【藤田平氏の眼】阪神敗戦の中で光ったベンチ
「広島2-1阪神」(8日、マツダスタジアム)
阪神は、広島の大瀬良からのリレーに1得点での敗戦となった。その1得点は、不振を極めた大山の本塁打ということで、明るい兆しと見たいところだが、その後の打席では結果が出なかった。
大山に関して言えば、ボール球に手を出すケースが多すぎる。ファーストストライクから振っていく姿勢が顕著だが、そこに「ファーストボール」も交じってくると、当然、結果は出ず、フォームを崩す原因にもなりかねない。
ただボール打ちは、阪神の他の選手にも見受けられる。7月28日のヤクルト戦で20得点して以降、大振りになっているようにも感じられる。ストライクを、強く、コンパクトに振る意識を持ちたい。
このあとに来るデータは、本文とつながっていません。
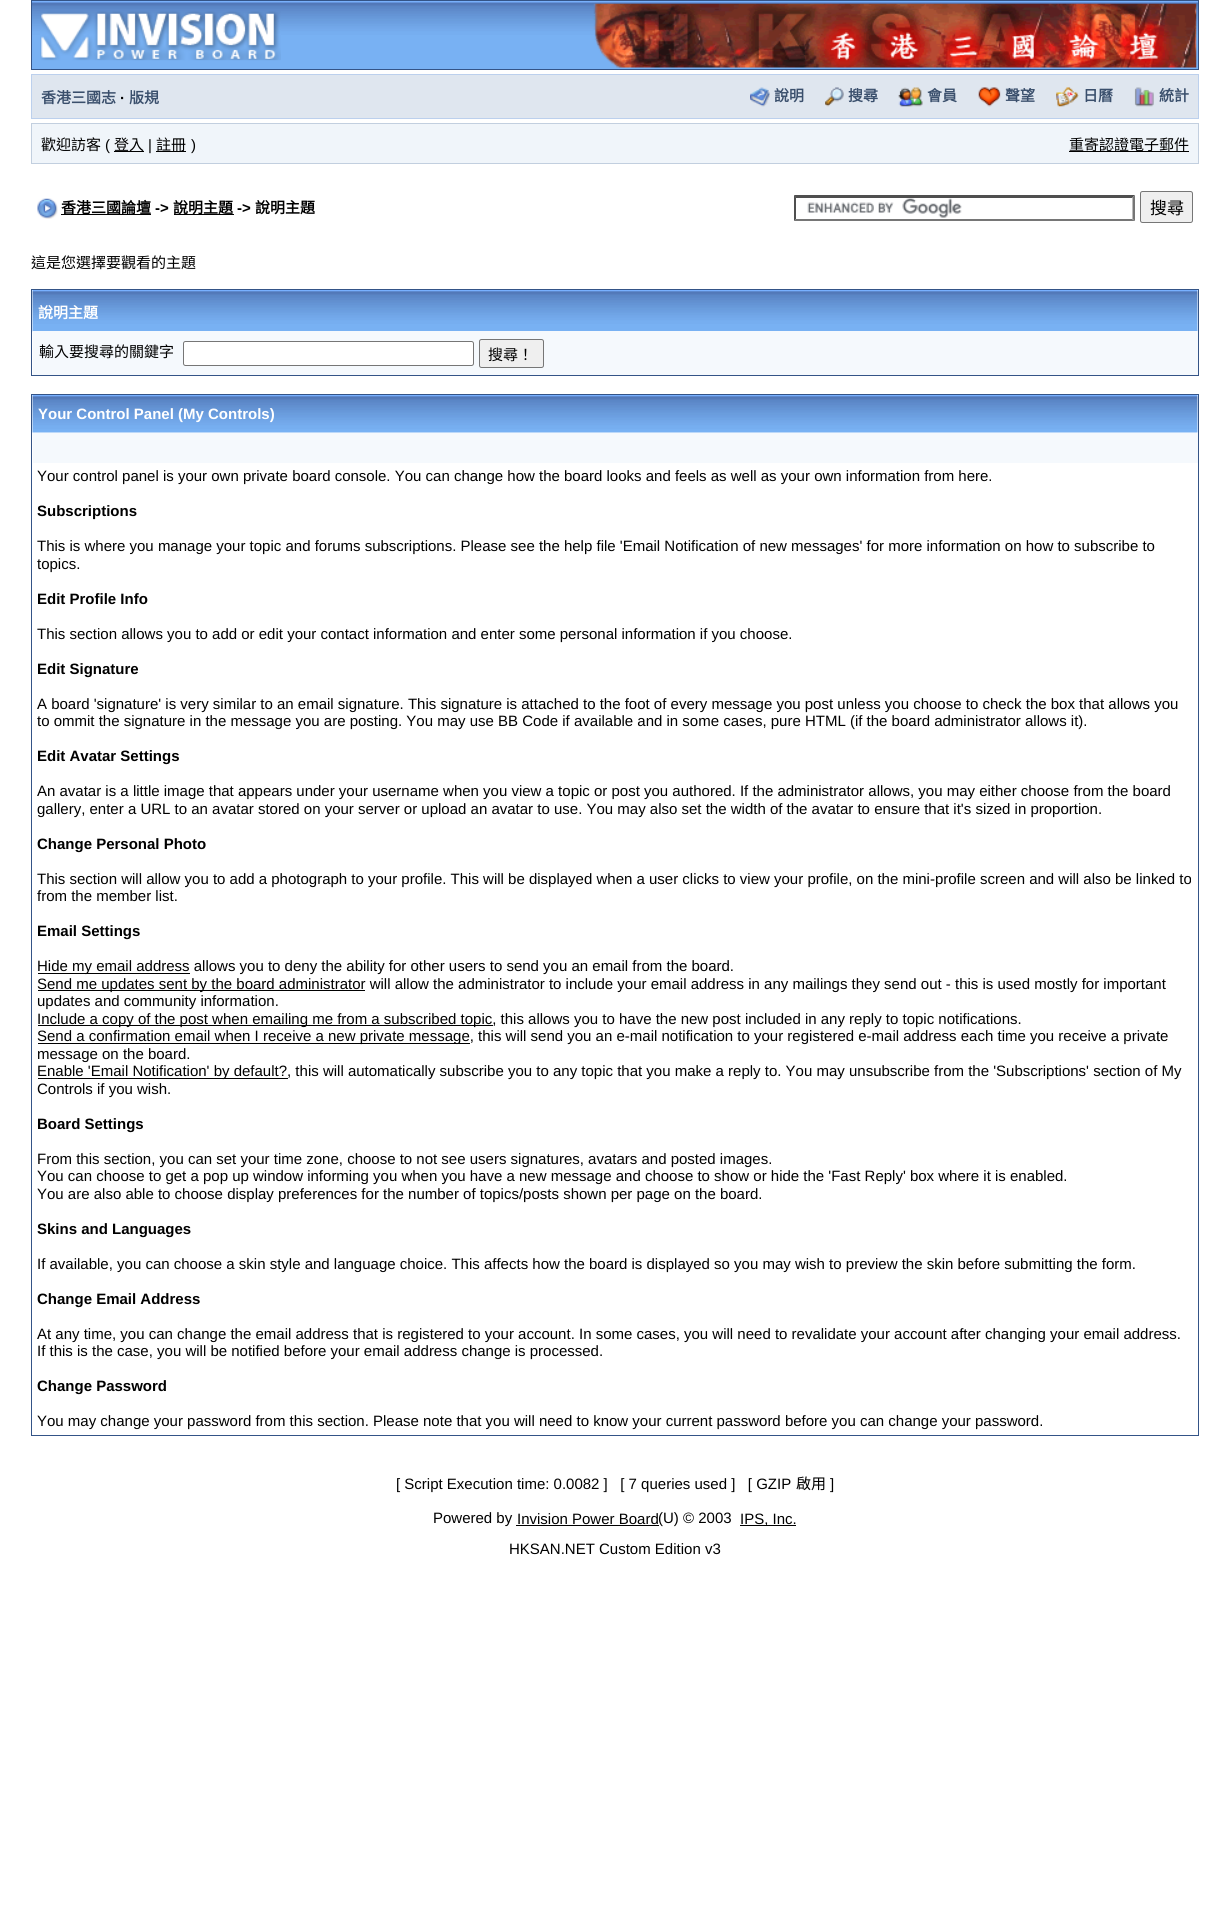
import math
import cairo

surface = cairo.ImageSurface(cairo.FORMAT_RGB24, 1230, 1914)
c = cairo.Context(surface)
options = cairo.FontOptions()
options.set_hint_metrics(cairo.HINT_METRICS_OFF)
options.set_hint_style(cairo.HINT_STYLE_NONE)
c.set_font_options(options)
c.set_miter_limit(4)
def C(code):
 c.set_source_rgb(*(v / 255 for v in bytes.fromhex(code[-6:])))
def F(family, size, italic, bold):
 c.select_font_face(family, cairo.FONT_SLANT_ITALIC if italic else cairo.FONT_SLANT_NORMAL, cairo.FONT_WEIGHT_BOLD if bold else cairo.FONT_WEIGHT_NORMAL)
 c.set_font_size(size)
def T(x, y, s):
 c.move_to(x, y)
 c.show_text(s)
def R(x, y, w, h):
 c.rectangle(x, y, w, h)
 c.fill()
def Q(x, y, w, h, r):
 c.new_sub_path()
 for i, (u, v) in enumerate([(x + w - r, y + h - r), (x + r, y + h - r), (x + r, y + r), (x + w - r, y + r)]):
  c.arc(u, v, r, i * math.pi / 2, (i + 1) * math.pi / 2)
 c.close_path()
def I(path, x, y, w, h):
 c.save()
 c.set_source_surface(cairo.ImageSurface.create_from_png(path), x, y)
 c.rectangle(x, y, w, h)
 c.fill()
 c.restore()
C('ffffff')
c.paint()
I('1.png',32,1,1166,68)
c.rectangle(31.5,.5,1167,69)
C('345487')
c.set_line_width(1)
c.stroke()
I('2.png',40,11,241,50)
I('3.png',593,3,604,65)
C('dfe6ef')
c.rectangle(31.5,74.5,1167,44)
c.fill_preserve()
C('bcd0ed')
c.stroke()
F('Noto Sans CJK TC',15,0,1)
C('3a4f6c')
T(41,103,'香港三國志')
F('Liberation Sans',15,0,1)
C('000000')
T(120,103,'·')
F('Noto Sans CJK TC',15,0,1)
C('3a4f6c')
T(129,103,'版規')
I('4.png',750,87,20,20)
T(774,101,'說明')
I('5.png',825,87,19,20)
T(848,101,'搜尋')
I('6.png',898,87,25,20)
T(927,101,'會員')
I('7.png',978,87,23,20)
T(1005,101,'聲望')
I('8.png',1056,87,23,20)
T(1083,101,'日曆')
I('9.png',1134,87,20,20)
T(1159,101,'統計')
C('f0f5fa')
c.rectangle(31.5,123.5,1167,40)
c.fill_preserve()
C('c2cfdf')
c.stroke()
F('Noto Sans CJK TC',15,0,0)
C('000000')
T(41,150,'歡迎訪客')
F('Liberation Sans',15,0,0)
T(105,150,'(')
R(114,151,30,1)
F('Noto Sans CJK TC',15,0,0)
T(114,150,'登入')
F('Liberation Sans',15,0,0)
T(148,150,'|')
R(156,151,30,1)
F('Noto Sans CJK TC',15,0,0)
T(156,150,'註冊')
F('Liberation Sans',15,0,0)
T(191,150,')')
R(1069,151,120,1)
F('Noto Sans CJK TC',15,0,0)
T(1069,150,'重寄認證電子郵件')
I('10.png',37,198,21,21)
R(61,214,90,1)
F('Noto Sans CJK TC',15,0,1)
T(61,213,'香港三國論壇')
F('Liberation Sans',15,0,1)
T(155,213,'->')
R(174,214,60,1)
F('Noto Sans CJK TC',15,0,1)
T(173,213,'說明主題')
F('Liberation Sans',15,0,1)
T(237,213,'->')
F('Noto Sans CJK TC',15,0,1)
T(255,213,'說明主題')
I('11.png',807,198,155,20)
C('4f4f4f')
c.new_path()
c.move_to(794,195)
c.line_to(1135,195)
c.line_to(1132,198)
c.line_to(796,198)
c.close_path()
c.fill()
C('767676')
c.new_path()
c.move_to(1135,195)
c.line_to(1135,221)
c.line_to(1132.5,219)
c.line_to(1132.5,197.5)
c.close_path()
c.fill()
c.new_path()
c.move_to(1135,221)
c.line_to(794,221)
c.line_to(796,219)
c.line_to(1132,219)
c.close_path()
c.fill()
C('4f4f4f')
c.new_path()
c.move_to(794,221)
c.line_to(794,195)
c.line_to(796,197.5)
c.line_to(796,219)
c.close_path()
c.fill()
C('efefef')
Q(1140.5,191.5,52,31,2)
c.fill_preserve()
C('767676')
c.stroke()
F('Noto Sans CJK TC',17,0,0)
C('000000')
T(1150,214,'搜尋')
F('Noto Sans CJK TC',15,0,0)
T(31,268,'這是您選擇要觀看的主題')
c.rectangle(31.5,289.5,1167,86)
C('345487')
c.stroke()
I('12.png',32,290,1166,42)
F('Noto Sans CJK TC',15,0,1)
C('ffffff')
T(38,318,'說明主題')
C('f5f9fd')
R(33,331,1165,44)
F('Noto Sans CJK TC',15,0,0)
C('000000')
T(39,357,'輸入要搜尋的關鍵字')
C('ffffff')
Q(183.5,341.5,290,24,2)
c.fill_preserve()
C('767676')
c.stroke()
C('efefef')
Q(479.5,339.5,64,28,2)
c.fill_preserve()
C('767676')
c.stroke()
C('000000')
T(488,360,'搜尋！')
c.rectangle(31.5,394.5,1167,1041)
C('345487')
c.stroke()
I('13.png',32,395,1166,38)
F('Liberation Sans',15,0,1)
C('ffffff')
T(38,419,'Your Control Panel (My Controls)')
C('f5f9fd')
R(33,433,1165,30)
F('Liberation Sans',15,0,0)
C('000000')
T(37,481,'Your control panel is your own private board console. You can change how the board looks and feels as well as your own information from here.')
F('Liberation Sans',15,0,1)
T(37,516,'Subscriptions')
F('Liberation Sans',15,0,0)
T(37,551,'This is where you manage your topic and forums subscriptions. Please see the help file \'Email Notification of new messages\' for more information on how to subscribe to')
T(37,569,'topics.')
F('Liberation Sans',15,0,1)
T(37,604,'Edit Profile Info')
F('Liberation Sans',15,0,0)
T(37,639,'This section allows you to add or edit your contact information and enter some personal information if you choose.')
F('Liberation Sans',15,0,1)
T(37,674,'Edit Signature')
F('Liberation Sans',15,0,0)
T(37,709,'A board \'signature\' is very similar to an email signature. This signature is attached to the foot of every message you post unless you choose to check the box that allows you')
T(37,726,'to ommit the signature in the message you are posting. You may use BB Code if available and in some cases, pure HTML (if the board administrator allows it).')
F('Liberation Sans',15,0,1)
T(37,761,'Edit Avatar Settings')
F('Liberation Sans',15,0,0)
T(37,796,'An avatar is a little image that appears under your username when you view a topic or post you authored. If the administrator allows, you may either choose from the board')
T(37,814,'gallery, enter a URL to an avatar stored on your server or upload an avatar to use. You may also set the width of the avatar to ensure that it\'s sized in proportion.')
F('Liberation Sans',15,0,1)
T(37,849,'Change Personal Photo')
F('Liberation Sans',15,0,0)
T(37,884,'This section will allow you to add a photograph to your profile. This will be displayed when a user clicks to view your profile, on the mini-profile screen and will also be linked to')
T(37,901,'from the member list.')
F('Liberation Sans',15,0,1)
T(37,936,'Email Settings')
R(38,973,152,1)
F('Liberation Sans',15,0,0)
T(37,971,'Hide my email address allows you to deny the ability for other users to send you an email from the board.')
R(38,990,327,1)
T(37,989,'Send me updates sent by the board administrator will allow the administrator to include your email address in any mailings they send out - this is used mostly for important')
T(37,1006,'updates and community information.')
R(38,1025,455,1)
T(37,1024,'Include a copy of the post when emailing me from a subscribed topic, this allows you to have the new post included in any reply to topic notifications.')
R(38,1043,432,1)
T(37,1041,'Send a confirmation email when I receive a new private message, this will send you an e-mail notification to your registered e-mail address each time you receive a private')
T(37,1059,'message on the board.')
R(38,1078,250,1)
T(37,1076,'Enable \'Email Notification\' by default?, this will automatically subscribe you to any topic that you make a reply to. You may unsubscribe from the \'Subscriptions\' section of My')
T(37,1094,'Controls if you wish.')
F('Liberation Sans',15,0,1)
T(37,1129,'Board Settings')
F('Liberation Sans',15,0,0)
T(37,1164,'From this section, you can set your time zone, choose to not see users signatures, avatars and posted images.')
T(37,1181,'You can choose to get a pop up window informing you when you have a new message and choose to show or hide the \'Fast Reply\' box where it is enabled.')
T(37,1199,'You are also able to choose display preferences for the number of topics/posts shown per page on the board.')
F('Liberation Sans',15,0,1)
T(37,1234,'Skins and Languages')
F('Liberation Sans',15,0,0)
T(37,1269,'If available, you can choose a skin style and language choice. This affects how the board is displayed so you may wish to preview the skin before submitting the form.')
F('Liberation Sans',15,0,1)
T(37,1304,'Change Email Address')
F('Liberation Sans',15,0,0)
T(37,1339,'At any time, you can change the email address that is registered to your account. In some cases, you will need to revalidate your account after changing your email address.')
T(37,1356,'If this is the case, you will be notified before your email address change is processed.')
F('Liberation Sans',15,0,1)
T(37,1391,'Change Password')
F('Liberation Sans',15,0,0)
T(37,1426,'You may change your password from this section. Please note that you will need to know your current password before you can change your password.')
T(396,1489,'[ Script Execution time: 0.0082 ]   [ 7 queries used ]   [ GZIP')
F('Noto Sans CJK TC',15,0,0)
T(796,1489,'啟用')
F('Liberation Sans',15,0,0)
T(830,1489,']')
T(433,1523,'Powered by')
T(517,1524,'Invision Power Board')
R(516,1525,143,1)
T(658,1523,'(U) © 2003')
R(740,1525,56,1)
T(740,1524,'IPS, Inc.')
T(509,1554,'HKSAN.NET Custom Edition v3')
surface.write_to_png('o.png')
こうした、打線の調子が上がらない中、阪神ベンチの工夫が見られたシーンがあった。1-1で迎えた六回裏、広島の攻撃。2死二塁でバッターボックスに菊池涼が向かった。
ほぼ同時に、そこまで好投の大瀬良が、七回の登板に備えて一塁ベンチ前でキャッチボールを始めていた。
ここで阪神・矢野監督が菊池涼の申告敬遠を告げた。もちろん次打者・田中広の打順となり、大瀬良はキャッチボールもそこそこに、ネクストバッターズサークルに入らなければならなかった。
阪神はこの回を無失点で切り抜け、直後の七回、サンズ、ボーアの連打で無死一、三塁という絶好のチャンスを作った。
結果的には、得点に結びつけられなかったが、少なくとも七回のマウンドに行く前の、大瀬良の準備を阻み、外国人選手が無死から連打したところまでは、阪神ベンチの“好プレー”と言える。
さらにセーフティースクイズその他、何か1点をもぎ取ることができれば、ベンチで勝った試合にできたのだが、そこは今後に期待したい。